* [Activity]
Include in the output exactly the lines from the opening of the data through the line containing "middle dip: (891, 883)", and nothing more.

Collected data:
►
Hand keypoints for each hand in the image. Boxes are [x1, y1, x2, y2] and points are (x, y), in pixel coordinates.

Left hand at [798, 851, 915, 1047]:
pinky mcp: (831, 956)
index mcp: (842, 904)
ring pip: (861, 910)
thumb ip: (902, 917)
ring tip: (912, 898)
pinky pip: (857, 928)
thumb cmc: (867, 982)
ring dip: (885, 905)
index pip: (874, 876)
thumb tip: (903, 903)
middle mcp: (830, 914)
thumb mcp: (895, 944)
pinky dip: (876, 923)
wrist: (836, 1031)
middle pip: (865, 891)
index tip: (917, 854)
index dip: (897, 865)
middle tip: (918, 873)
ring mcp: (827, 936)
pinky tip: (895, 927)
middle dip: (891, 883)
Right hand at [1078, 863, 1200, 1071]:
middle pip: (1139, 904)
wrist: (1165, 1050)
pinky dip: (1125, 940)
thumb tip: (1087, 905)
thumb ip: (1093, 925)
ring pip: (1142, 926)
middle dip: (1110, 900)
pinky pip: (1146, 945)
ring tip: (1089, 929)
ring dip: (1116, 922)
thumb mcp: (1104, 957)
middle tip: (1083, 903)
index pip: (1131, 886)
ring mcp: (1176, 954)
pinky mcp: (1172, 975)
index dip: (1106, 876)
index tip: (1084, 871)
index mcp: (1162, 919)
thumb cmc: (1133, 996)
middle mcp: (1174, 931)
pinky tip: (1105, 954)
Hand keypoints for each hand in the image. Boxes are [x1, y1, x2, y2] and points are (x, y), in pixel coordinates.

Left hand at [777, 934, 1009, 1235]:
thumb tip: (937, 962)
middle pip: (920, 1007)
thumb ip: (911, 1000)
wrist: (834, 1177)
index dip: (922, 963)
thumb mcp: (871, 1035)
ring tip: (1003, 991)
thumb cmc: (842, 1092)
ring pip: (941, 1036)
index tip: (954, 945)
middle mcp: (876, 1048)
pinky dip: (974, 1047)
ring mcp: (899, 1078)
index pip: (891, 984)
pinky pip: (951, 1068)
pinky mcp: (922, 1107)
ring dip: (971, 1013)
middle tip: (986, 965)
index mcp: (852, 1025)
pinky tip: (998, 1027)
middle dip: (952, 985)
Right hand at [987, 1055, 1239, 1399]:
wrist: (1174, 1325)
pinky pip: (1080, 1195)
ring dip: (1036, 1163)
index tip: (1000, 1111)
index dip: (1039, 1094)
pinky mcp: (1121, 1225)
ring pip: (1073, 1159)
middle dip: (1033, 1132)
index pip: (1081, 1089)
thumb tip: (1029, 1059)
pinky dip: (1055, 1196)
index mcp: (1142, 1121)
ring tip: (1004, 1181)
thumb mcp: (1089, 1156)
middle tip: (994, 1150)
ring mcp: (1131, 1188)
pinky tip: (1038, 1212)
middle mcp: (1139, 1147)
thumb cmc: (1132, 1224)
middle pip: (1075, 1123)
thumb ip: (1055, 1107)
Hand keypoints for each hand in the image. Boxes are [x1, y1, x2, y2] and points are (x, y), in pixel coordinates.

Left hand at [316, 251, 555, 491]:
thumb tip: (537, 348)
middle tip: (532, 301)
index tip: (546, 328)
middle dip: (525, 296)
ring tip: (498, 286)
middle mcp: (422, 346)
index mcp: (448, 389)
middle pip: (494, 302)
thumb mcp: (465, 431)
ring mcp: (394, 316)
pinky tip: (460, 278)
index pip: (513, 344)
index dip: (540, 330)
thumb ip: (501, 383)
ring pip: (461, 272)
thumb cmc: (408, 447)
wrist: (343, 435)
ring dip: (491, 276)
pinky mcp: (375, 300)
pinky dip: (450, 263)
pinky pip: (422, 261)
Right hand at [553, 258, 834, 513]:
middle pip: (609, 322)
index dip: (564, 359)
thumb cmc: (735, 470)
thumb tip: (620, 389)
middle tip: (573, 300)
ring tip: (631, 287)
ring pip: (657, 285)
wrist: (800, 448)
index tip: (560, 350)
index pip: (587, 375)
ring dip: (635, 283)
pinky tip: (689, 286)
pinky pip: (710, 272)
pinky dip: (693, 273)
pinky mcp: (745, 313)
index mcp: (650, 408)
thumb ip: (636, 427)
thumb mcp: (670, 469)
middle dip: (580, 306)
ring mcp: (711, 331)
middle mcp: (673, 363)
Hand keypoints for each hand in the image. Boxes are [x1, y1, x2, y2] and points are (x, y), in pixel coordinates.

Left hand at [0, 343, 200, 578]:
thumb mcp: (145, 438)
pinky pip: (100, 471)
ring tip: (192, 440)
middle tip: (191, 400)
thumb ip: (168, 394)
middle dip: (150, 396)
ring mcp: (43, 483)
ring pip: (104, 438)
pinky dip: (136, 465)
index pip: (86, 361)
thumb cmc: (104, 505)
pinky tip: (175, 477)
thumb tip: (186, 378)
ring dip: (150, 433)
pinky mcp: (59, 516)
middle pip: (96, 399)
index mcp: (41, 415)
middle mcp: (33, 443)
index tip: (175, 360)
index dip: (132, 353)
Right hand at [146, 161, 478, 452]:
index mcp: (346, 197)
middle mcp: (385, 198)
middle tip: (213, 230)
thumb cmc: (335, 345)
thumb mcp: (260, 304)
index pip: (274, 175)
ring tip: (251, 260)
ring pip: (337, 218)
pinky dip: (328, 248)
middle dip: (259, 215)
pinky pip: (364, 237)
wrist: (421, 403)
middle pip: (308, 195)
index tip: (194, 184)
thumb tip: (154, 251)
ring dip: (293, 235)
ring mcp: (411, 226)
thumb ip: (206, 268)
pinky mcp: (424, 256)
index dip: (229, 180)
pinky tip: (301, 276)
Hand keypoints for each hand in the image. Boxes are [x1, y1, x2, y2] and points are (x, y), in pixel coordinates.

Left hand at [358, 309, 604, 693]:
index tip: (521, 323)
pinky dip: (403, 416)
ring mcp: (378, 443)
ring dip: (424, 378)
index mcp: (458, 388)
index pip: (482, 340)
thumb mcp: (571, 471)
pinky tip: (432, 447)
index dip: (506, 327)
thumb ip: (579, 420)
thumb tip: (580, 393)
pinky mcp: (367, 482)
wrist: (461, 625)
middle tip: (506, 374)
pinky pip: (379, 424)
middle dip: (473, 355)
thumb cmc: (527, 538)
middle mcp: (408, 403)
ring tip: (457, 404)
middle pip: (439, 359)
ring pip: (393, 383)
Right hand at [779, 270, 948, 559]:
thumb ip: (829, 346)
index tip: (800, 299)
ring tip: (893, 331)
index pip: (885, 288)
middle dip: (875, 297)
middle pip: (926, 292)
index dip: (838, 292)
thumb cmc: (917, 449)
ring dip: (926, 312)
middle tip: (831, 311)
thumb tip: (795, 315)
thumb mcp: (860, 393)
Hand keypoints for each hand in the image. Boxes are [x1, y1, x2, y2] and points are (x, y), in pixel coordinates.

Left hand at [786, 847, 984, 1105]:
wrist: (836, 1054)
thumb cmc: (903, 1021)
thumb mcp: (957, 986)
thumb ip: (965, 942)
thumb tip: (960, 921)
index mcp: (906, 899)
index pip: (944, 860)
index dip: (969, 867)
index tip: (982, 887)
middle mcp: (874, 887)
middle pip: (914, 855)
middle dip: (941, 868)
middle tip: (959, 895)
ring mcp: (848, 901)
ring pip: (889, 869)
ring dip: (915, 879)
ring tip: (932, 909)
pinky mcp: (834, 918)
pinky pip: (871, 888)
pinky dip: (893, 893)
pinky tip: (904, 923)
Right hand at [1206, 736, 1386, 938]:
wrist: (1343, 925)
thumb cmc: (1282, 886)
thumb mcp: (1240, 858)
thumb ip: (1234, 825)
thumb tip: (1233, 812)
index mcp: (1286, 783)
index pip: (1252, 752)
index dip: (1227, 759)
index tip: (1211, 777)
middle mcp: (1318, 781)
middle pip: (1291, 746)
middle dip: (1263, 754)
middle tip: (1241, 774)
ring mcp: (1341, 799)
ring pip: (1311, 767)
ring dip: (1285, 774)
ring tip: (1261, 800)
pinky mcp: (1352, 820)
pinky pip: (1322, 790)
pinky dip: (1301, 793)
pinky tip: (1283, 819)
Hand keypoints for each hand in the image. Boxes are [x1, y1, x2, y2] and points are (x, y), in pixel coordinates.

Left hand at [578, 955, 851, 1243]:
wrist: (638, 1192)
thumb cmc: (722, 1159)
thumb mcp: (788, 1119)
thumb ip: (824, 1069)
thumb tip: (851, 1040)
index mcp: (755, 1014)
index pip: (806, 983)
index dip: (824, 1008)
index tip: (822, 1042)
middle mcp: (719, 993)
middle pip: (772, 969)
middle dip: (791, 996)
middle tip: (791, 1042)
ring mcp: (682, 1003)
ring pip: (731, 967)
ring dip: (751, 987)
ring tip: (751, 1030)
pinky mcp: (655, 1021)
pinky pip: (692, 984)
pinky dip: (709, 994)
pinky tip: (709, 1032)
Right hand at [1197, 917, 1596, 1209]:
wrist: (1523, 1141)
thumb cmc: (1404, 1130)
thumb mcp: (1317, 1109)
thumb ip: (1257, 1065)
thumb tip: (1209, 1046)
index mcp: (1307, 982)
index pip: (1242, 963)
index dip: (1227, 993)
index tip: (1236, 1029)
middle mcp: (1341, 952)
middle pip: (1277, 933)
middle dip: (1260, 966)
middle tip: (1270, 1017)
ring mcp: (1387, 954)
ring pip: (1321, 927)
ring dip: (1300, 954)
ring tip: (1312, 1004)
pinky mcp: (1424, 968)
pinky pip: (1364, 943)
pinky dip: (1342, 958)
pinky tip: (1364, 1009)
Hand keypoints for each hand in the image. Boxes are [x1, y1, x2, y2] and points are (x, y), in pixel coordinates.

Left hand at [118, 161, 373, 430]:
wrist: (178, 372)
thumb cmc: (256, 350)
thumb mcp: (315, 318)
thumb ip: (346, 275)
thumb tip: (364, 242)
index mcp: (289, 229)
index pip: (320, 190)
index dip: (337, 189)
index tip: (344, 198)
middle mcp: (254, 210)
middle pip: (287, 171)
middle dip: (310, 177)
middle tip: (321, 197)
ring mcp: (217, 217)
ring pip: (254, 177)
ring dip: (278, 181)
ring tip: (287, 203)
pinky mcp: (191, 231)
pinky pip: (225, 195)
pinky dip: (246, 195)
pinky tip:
◄
* [Exercise output]
Hand keypoints for each hand in the image. Boxes are [x1, y1, x2, y2] and points are (x, y), in pixel coordinates.

Left hand at [798, 851, 915, 1047]:
pinky mcp: (831, 956)
index mcp: (842, 904)
ring pip: (861, 910)
thumb ip: (902, 917)
ring tip: (912, 898)
pinky pip: (857, 928)
thumb cmc: (867, 982)
ring dip: (885, 905)
index pip: (874, 876)
thumb tip: (903, 903)
middle mcp: (830, 914)
thumb mcp: (895, 944)
pinky dip: (876, 923)
wrist: (836, 1031)
middle pip: (865, 891)
index tip: (917, 854)
index dip: (897, 865)
middle tip: (918, 873)
ring mcp: (827, 936)
pinky tip: (895, 927)
middle dip: (891, 883)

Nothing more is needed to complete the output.